(Aim of the task)
Pick out the lines below that contain the string "КОЛЕ" and copy them all.

(Exercise data)
•••••

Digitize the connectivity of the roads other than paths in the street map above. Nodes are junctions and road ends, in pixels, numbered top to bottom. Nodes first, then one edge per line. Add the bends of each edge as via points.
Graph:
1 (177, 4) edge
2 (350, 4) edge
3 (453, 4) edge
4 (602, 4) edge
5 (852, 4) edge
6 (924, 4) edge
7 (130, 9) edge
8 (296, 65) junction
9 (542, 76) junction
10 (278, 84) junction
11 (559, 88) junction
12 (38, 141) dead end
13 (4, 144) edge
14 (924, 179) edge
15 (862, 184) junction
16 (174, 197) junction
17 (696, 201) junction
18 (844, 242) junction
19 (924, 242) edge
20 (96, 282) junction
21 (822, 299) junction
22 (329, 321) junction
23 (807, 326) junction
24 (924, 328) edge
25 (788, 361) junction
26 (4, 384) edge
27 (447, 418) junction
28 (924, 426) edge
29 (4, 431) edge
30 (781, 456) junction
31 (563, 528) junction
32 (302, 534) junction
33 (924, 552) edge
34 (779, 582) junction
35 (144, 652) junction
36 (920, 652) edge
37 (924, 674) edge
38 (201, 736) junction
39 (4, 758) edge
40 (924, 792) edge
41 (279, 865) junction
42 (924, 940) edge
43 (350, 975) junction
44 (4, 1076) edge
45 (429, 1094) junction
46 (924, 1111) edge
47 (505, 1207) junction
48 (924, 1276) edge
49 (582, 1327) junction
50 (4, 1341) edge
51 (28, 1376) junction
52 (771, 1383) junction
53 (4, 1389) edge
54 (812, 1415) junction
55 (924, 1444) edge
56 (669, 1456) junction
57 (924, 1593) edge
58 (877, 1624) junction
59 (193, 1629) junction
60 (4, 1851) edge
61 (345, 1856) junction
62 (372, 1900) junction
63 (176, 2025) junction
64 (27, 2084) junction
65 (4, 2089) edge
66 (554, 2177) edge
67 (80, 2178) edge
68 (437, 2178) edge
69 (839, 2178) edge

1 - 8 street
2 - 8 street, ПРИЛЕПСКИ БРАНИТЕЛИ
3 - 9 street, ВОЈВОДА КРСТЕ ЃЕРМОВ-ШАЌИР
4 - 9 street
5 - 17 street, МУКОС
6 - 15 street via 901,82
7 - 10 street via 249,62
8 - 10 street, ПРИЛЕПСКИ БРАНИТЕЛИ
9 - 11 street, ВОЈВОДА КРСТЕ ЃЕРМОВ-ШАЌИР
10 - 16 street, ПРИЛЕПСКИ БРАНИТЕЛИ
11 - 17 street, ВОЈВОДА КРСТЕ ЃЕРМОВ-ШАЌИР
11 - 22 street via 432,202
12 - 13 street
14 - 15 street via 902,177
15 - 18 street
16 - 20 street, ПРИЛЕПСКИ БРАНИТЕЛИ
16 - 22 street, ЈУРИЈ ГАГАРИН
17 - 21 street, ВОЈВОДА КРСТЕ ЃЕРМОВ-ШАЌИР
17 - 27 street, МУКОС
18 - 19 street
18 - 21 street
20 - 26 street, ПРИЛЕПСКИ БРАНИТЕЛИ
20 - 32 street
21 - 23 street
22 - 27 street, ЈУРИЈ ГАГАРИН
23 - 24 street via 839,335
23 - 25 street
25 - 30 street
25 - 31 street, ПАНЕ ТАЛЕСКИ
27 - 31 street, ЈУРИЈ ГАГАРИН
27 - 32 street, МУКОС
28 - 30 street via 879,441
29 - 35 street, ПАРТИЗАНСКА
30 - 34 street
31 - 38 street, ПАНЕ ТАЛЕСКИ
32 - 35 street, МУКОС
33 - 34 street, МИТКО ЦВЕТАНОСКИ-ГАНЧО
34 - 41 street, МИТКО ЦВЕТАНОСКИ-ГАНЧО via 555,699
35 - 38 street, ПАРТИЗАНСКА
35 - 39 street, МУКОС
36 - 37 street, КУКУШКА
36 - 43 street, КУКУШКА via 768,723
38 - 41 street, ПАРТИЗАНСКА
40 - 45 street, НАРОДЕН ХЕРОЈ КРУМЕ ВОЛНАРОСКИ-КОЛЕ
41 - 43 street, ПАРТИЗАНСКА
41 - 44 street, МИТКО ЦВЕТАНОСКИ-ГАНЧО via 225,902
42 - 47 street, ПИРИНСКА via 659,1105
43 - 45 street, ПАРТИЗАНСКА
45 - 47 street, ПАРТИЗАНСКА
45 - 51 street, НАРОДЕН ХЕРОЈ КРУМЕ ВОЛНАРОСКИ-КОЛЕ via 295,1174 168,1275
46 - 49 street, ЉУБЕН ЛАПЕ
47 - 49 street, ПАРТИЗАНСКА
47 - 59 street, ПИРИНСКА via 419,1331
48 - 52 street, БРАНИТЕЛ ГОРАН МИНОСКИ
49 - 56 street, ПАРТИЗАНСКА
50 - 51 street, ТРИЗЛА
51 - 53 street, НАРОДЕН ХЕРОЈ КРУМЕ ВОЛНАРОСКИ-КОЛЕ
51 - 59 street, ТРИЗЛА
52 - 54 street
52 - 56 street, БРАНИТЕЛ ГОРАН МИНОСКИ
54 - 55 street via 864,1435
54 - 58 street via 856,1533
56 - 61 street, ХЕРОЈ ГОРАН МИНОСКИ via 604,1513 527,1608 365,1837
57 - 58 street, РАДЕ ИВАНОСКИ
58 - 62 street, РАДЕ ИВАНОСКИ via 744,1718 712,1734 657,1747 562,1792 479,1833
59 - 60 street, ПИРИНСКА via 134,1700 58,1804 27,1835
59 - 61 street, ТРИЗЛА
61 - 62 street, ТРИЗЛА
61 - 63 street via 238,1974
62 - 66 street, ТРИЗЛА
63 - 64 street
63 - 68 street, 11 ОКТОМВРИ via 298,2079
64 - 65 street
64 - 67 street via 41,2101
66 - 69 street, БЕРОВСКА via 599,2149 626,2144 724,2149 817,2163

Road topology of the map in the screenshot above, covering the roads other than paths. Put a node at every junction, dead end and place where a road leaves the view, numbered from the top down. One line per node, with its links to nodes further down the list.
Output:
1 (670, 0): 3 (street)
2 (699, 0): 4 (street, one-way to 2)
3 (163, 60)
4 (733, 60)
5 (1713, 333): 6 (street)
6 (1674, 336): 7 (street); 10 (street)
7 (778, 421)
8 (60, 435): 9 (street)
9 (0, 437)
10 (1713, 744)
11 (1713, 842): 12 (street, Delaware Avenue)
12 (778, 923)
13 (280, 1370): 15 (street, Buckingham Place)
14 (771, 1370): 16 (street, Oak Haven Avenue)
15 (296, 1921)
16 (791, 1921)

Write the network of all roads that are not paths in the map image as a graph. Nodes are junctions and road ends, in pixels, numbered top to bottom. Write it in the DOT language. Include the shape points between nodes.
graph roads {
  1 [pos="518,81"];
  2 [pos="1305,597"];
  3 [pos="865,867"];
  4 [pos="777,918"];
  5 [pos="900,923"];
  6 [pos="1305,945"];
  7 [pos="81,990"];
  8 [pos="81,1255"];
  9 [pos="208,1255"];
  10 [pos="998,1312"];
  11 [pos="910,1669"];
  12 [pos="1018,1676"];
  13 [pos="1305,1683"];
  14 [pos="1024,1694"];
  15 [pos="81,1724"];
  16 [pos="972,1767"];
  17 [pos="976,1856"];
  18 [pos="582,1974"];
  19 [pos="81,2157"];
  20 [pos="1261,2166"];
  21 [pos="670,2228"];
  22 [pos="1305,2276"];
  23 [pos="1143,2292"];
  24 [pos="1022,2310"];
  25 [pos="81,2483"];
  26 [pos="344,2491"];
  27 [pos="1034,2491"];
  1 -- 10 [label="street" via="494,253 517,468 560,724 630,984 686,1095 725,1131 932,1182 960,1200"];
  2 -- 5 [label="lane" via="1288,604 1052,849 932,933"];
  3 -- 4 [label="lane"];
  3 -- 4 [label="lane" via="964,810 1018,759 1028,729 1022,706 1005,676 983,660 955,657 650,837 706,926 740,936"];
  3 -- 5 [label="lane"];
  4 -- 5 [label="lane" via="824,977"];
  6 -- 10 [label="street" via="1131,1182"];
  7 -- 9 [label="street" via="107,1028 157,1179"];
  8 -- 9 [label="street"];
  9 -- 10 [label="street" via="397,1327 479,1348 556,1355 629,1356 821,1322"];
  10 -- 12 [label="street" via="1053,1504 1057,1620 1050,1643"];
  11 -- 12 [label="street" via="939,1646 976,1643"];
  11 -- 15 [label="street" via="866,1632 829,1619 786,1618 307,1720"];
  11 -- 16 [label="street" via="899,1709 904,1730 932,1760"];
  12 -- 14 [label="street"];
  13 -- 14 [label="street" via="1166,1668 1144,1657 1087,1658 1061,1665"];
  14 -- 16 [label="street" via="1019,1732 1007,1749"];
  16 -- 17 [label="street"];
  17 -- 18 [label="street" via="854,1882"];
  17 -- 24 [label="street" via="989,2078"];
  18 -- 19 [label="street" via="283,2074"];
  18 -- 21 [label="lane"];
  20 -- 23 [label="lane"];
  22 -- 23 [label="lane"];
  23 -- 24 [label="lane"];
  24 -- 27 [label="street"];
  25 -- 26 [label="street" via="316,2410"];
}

•••••

(Task output)
40 - 45 street, НАРОДЕН ХЕРОЈ КРУМЕ ВОЛНАРОСКИ-КОЛЕ
45 - 51 street, НАРОДЕН ХЕРОЈ КРУМЕ ВОЛНАРОСКИ-КОЛЕ via 295,1174 168,1275
51 - 53 street, НАРОДЕН ХЕРОЈ КРУМЕ ВОЛНАРОСКИ-КОЛЕ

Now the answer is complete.